_TASK REQUIREMENTS:_ Look through the entries below and report every line that has "each".

_EXCERPTED RECORDS:_
┌────────

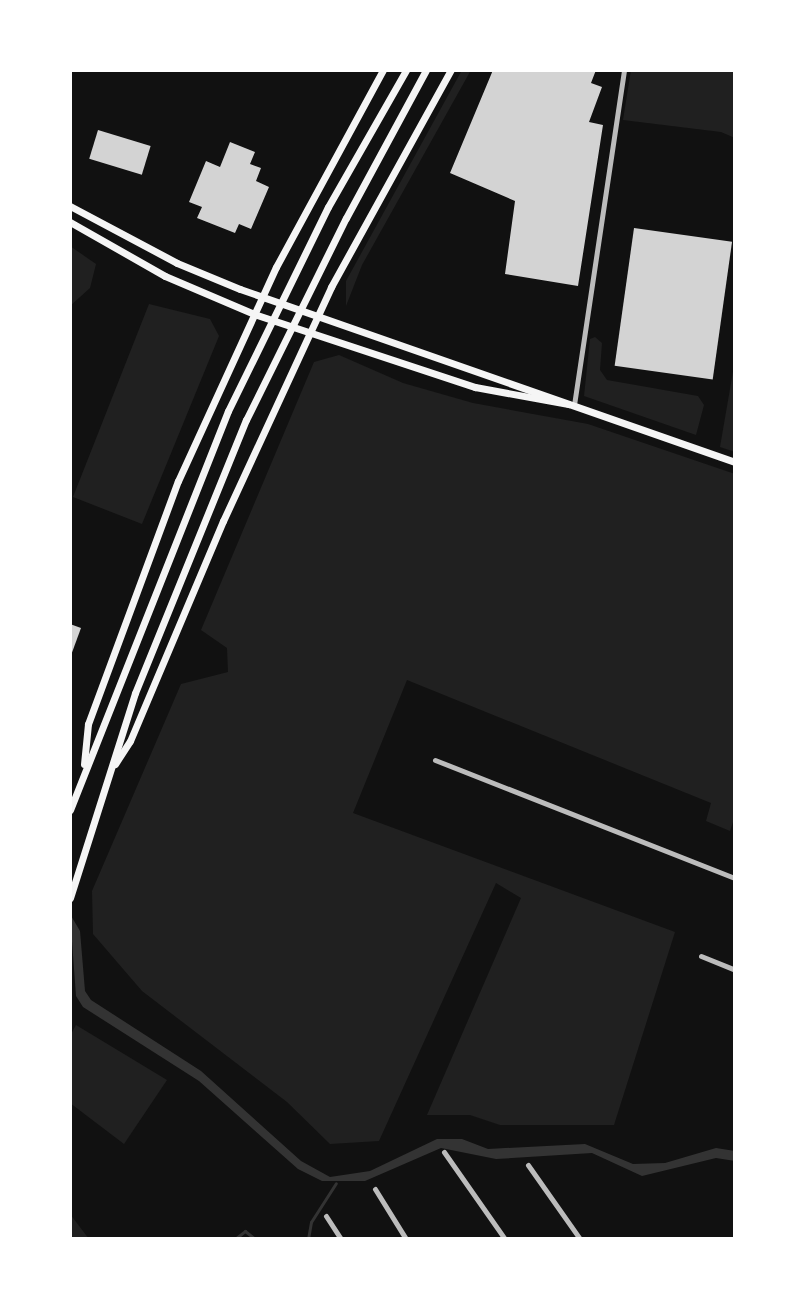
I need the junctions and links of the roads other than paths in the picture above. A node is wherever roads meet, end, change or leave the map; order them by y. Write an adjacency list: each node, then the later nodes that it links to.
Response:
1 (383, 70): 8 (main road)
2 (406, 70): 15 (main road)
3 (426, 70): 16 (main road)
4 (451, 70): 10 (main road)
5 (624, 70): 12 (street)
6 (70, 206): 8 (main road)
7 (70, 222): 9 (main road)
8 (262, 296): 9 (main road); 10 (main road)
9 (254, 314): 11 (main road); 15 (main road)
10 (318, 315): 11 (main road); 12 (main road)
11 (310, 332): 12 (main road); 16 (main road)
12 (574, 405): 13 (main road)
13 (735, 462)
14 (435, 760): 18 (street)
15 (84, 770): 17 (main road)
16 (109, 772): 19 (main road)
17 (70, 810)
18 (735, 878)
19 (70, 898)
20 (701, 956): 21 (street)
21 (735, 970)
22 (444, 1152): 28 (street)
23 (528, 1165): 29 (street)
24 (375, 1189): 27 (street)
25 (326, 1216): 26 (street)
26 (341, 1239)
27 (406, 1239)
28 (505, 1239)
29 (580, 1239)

└────────
┌────────

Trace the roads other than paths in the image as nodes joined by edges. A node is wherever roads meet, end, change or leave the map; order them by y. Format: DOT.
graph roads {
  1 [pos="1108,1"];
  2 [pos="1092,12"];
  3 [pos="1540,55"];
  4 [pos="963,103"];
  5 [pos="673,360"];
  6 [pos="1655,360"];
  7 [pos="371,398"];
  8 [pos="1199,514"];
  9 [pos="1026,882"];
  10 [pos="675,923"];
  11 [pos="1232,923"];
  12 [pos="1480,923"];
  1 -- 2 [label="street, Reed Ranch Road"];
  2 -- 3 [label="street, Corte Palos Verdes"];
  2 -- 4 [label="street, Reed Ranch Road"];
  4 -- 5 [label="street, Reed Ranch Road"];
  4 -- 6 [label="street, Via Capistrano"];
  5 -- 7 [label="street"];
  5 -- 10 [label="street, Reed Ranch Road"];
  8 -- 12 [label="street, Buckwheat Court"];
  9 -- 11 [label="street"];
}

└────────
┌────────

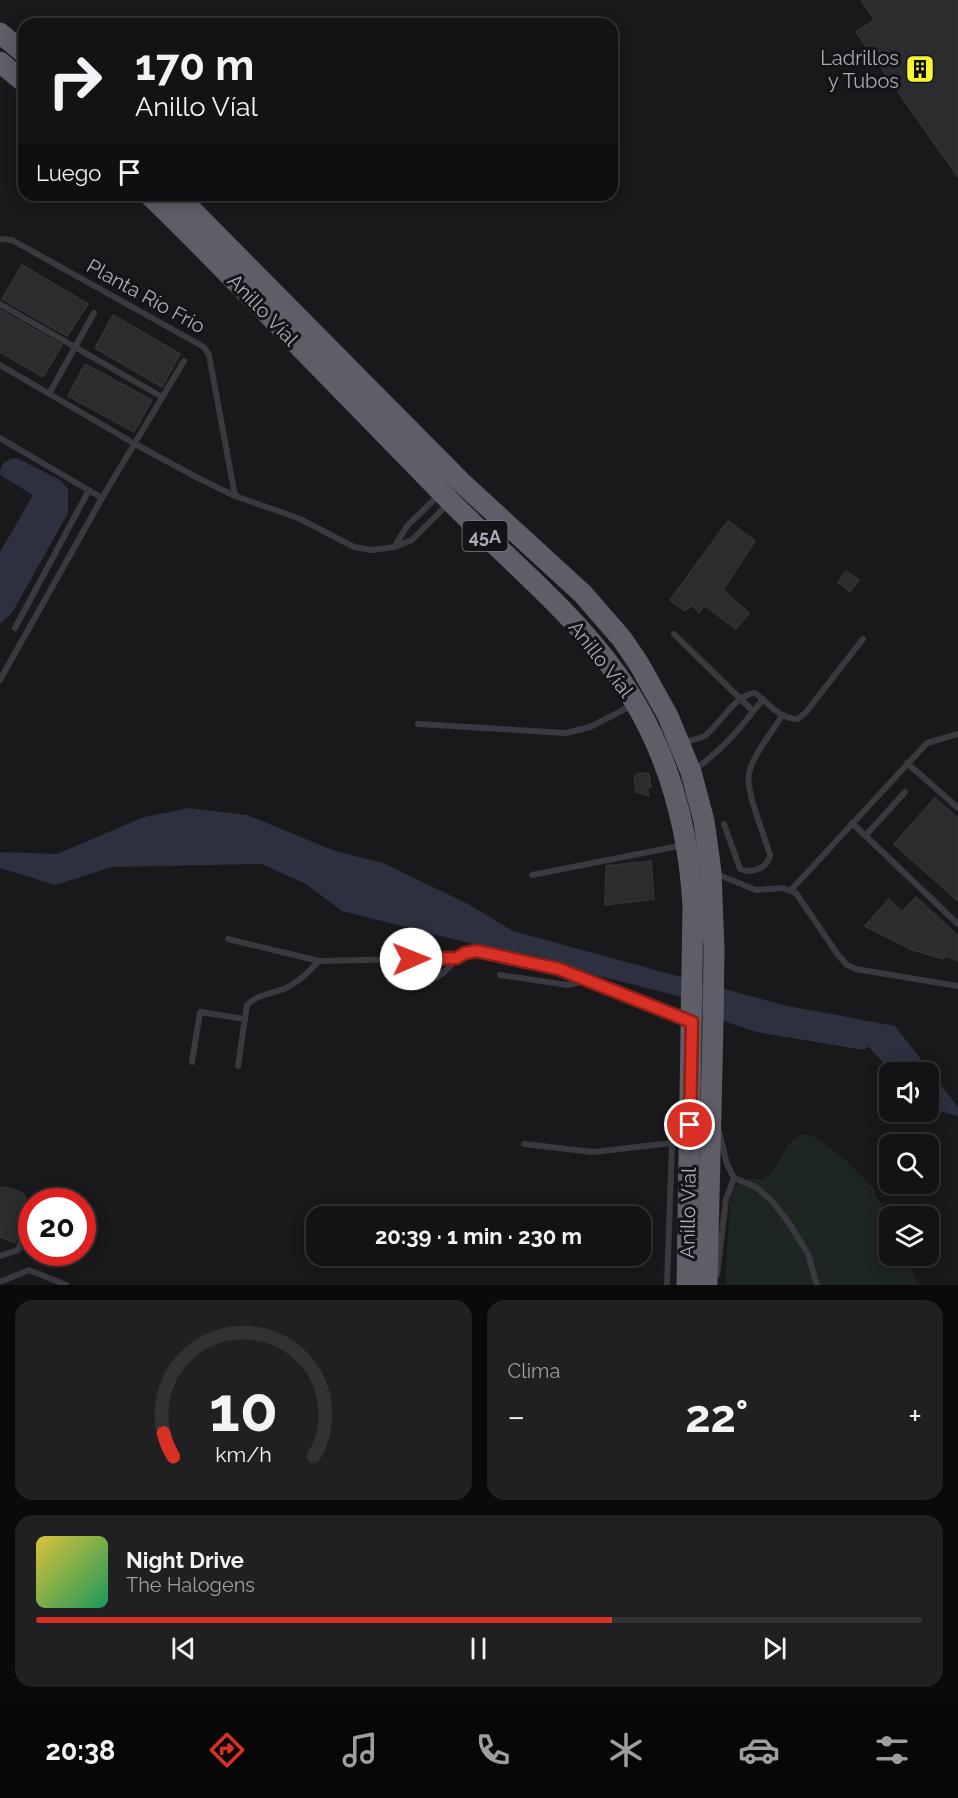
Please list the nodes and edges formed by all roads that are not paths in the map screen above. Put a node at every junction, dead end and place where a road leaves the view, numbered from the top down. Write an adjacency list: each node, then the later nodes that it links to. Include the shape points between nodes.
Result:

└────────

_RESPONSE TO THIS EXERCISE:_
I need the junctions and links of the roads other than paths in the picture above. A node is wherever roads meet, end, change or leave the map; order them by y. Write an adjacency list: each node, then the later nodes that it links to.
Please list the nodes and edges formed by all roads that are not paths in the map screen above. Put a node at every junction, dead end and place where a road leaves the view, numbered from the top down. Write an adjacency list: each node, then the later nodes that it links to. Include the shape points between nodes.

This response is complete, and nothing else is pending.